WHAT YOU SHOULD DO →
Using the records below, locate all lines containing "Benteveo" and return them.

TASK DATA →
Content starts

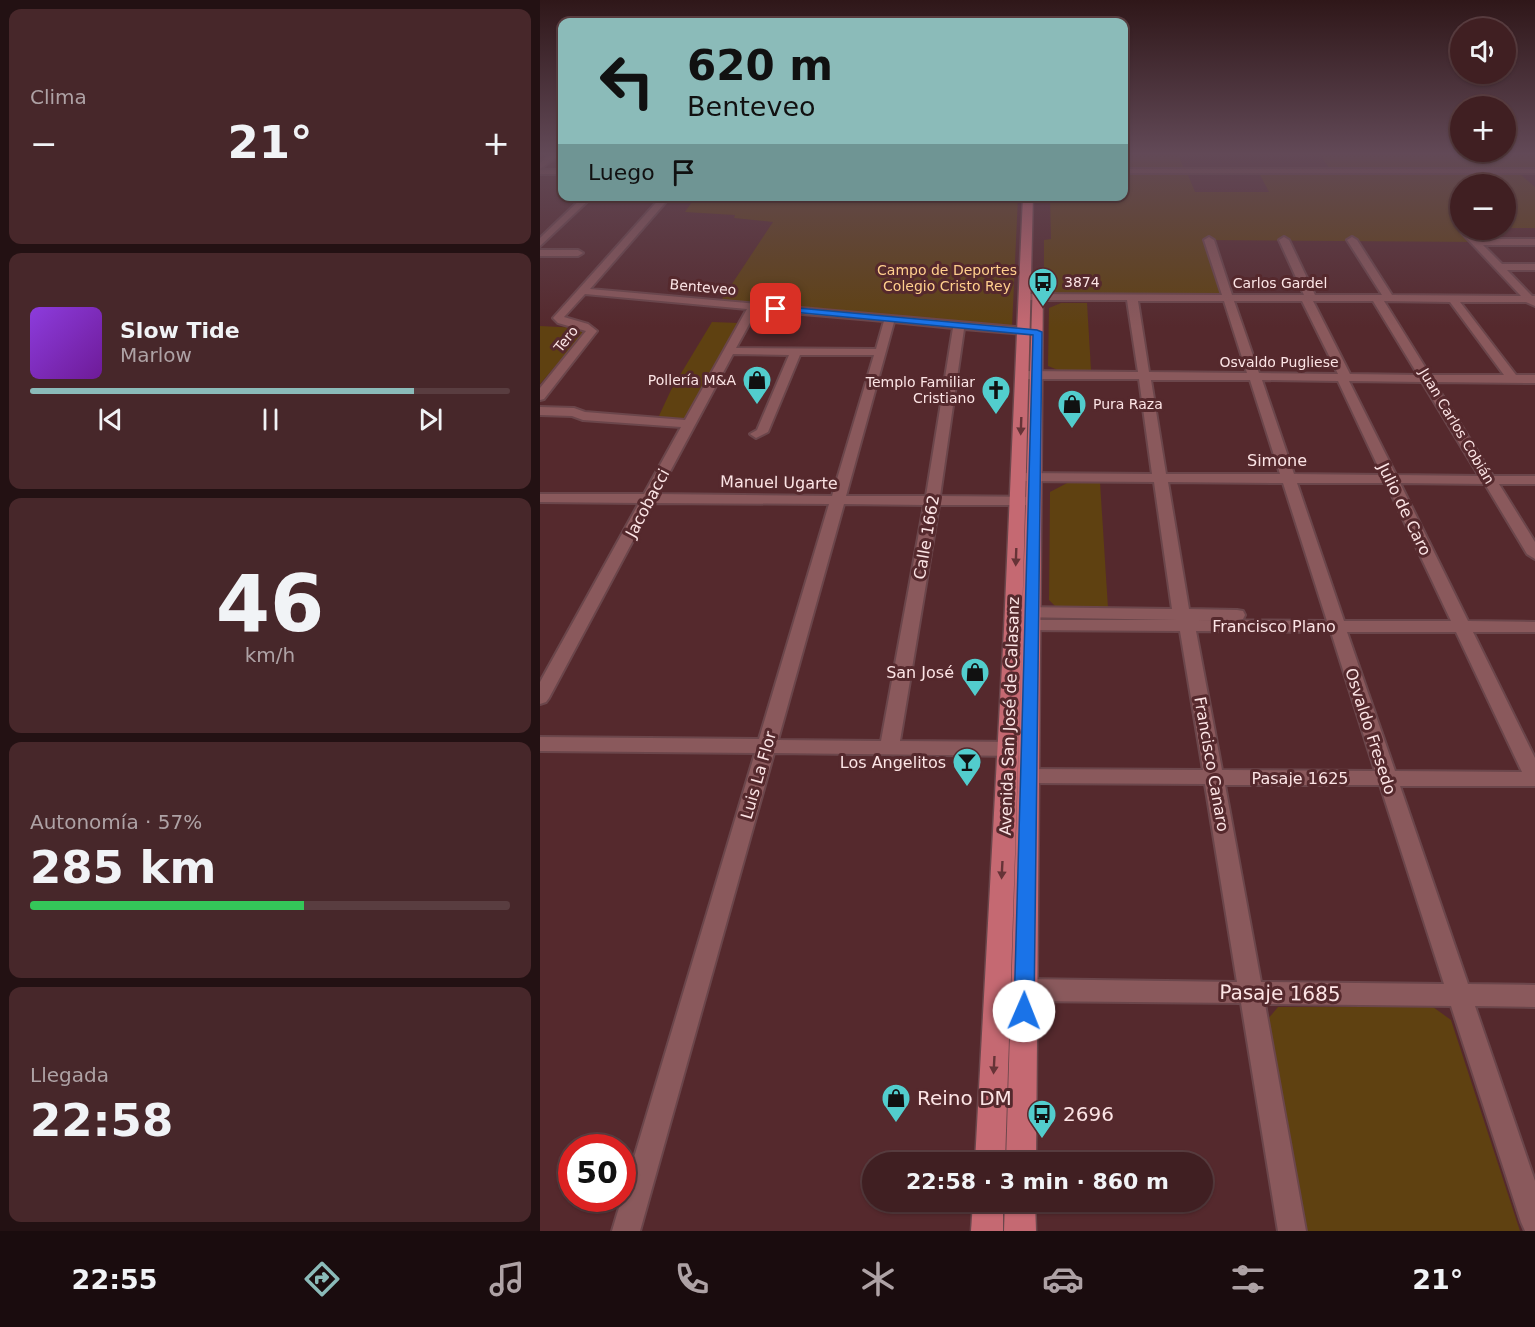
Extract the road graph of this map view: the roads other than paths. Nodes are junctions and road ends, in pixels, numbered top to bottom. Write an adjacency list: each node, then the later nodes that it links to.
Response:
1 (572, 212): 12 (street)
2 (652, 212): 18 (street)
3 (1031, 212): 5 (main road, Avenida San José de Calasanz)
4 (1036, 212): 5 (main road, Avenida San José de Calasanz)
5 (1033, 225): 6 (street); 19 (main road, Avenida San José de Calasanz)
6 (1016, 227)
7 (1209, 240): 21 (street, Osvaldo Fresedo)
8 (1284, 240): 22 (street, Julio de Caro)
9 (1352, 240): 23 (street, Juan Carlos Cobián)
10 (1476, 242): 11 (street); 15 (street)
11 (1535, 242)
12 (540, 243)
13 (540, 253): 14 (street)
14 (578, 254)
15 (1498, 267): 16 (street); 25 (street)
16 (1535, 267)
17 (1038, 271): 19 (main road, Avenida San José de Calasanz)
18 (582, 291): 26 (street, Benteveo); 40 (street, Tero)
19 (1032, 297): 20 (street, Carlos Gardel); 29 (main road, Avenida San José de Calasanz)
20 (1132, 298): 21 (street, Carlos Gardel); 34 (street, Francisco Canaro)
21 (1228, 298): 22 (street, Carlos Gardel); 35 (street, Osvaldo Fresedo)
22 (1308, 298): 23 (street, Carlos Gardel); 36 (street, Julio de Caro)
23 (1383, 299): 24 (street, Carlos Gardel); 37 (street, Juan Carlos Cobián)
24 (1453, 299): 25 (street, Carlos Gardel); 38 (street)
25 (1533, 301)
26 (753, 307): 27 (street, Benteveo); 30 (street, Jacobacci)
27 (890, 319): 28 (street, Benteveo); 32 (street, Luis La Flor)
28 (959, 325): 29 (street, Benteveo); 53 (street, Calle 1662)
29 (1031, 332): 33 (main road, Avenida San José de Calasanz)
30 (729, 351): 31 (street); 42 (street, Jacobacci)
31 (796, 351): 32 (street); 43 (street)
32 (880, 352): 52 (street, Luis La Flor)
33 (1030, 376): 34 (street, Osvaldo Pugliese); 44 (main road, Avenida San José de Calasanz)
34 (1144, 376): 35 (street, Osvaldo Pugliese); 45 (street, Francisco Canaro)
35 (1254, 377): 36 (street, Osvaldo Pugliese); 46 (street, Osvaldo Fresedo)
36 (1343, 377): 37 (street, Osvaldo Pugliese); 47 (street, Julio de Caro)
37 (1428, 378): 38 (street, Osvaldo Pugliese); 48 (street, Juan Carlos Cobián)
38 (1514, 379): 39 (street, Osvaldo Pugliese)
39 (1535, 379)
40 (540, 396)
41 (540, 411): 42 (street)
42 (689, 424): 51 (street, Jacobacci)
43 (756, 434)
44 (1027, 477): 45 (street, Simone); 54 (main road, Avenida San José de Calasanz)
45 (1160, 478): 46 (street, Simone); 58 (street, Francisco Canaro)
46 (1287, 478): 47 (street, Simone); 59 (street, Osvaldo Fresedo)
47 (1391, 479): 48 (street, Simone); 60 (street, Julio de Caro)
48 (1489, 480): 49 (street, Simone); 55 (street, Juan Carlos Cobián)
49 (1535, 480)
50 (540, 498): 51 (street, Manuel Ugarte)
51 (650, 498): 52 (street, Manuel Ugarte); 62 (street, Jacobacci)
52 (837, 500): 53 (street, Manuel Ugarte); 64 (street, Luis La Flor)
53 (932, 501): 54 (street, Manuel Ugarte); 65 (street, Calle 1662)
54 (1026, 501): 57 (main road, Avenida San José de Calasanz)
55 (1535, 554)
56 (1535, 617): 60 (street, Francisco Plano)
57 (1023, 619): 58 (street, Francisco Plano); 66 (main road, Avenida San José de Calasanz)
58 (1184, 620): 59 (street, Francisco Plano); 68 (street, Francisco Canaro)
59 (1334, 621): 60 (street, Francisco Plano); 69 (street, Osvaldo Fresedo)
60 (1460, 622): 61 (street, Francisco Plano); 70 (street, Julio de Caro)
61 (1535, 627)
62 (540, 698)
63 (540, 744): 64 (street)
64 (766, 746): 65 (street); 80 (street, Luis La Flor)
65 (889, 748): 66 (street)
66 (1018, 749): 67 (main road, Avenida San José de Calasanz); 75 (main road, Avenida San José de Calasanz, one-way to 75)
67 (1028, 776): 68 (street, Pasaje 1625); 71 (main road, Avenida San José de Calasanz)
68 (1214, 778): 69 (street, Pasaje 1625); 72 (street, Francisco Canaro)
69 (1386, 778): 70 (street, Pasaje 1625); 73 (street, Osvaldo Fresedo)
70 (1535, 779)
71 (1024, 990): 72 (street, Pasaje 1685); 76 (main road, Avenida San José de Calasanz)
72 (1251, 992): 73 (street, Pasaje 1685); 83 (street, Francisco Canaro)
73 (1459, 996): 74 (street, Pasaje 1685); 79 (street, Osvaldo Fresedo)
74 (1535, 996)
75 (991, 1152)
76 (1021, 1152)
77 (988, 1212): 81 (main road)
78 (1020, 1212): 82 (main road)
79 (1535, 1222)
80 (626, 1231)
81 (987, 1231)
82 (1020, 1231)
83 (1292, 1231)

Content ends

PROBLEM SOLUTION →
18 (582, 291): 26 (street, Benteveo); 40 (street, Tero)
26 (753, 307): 27 (street, Benteveo); 30 (street, Jacobacci)
27 (890, 319): 28 (street, Benteveo); 32 (street, Luis La Flor)
28 (959, 325): 29 (street, Benteveo); 53 (street, Calle 1662)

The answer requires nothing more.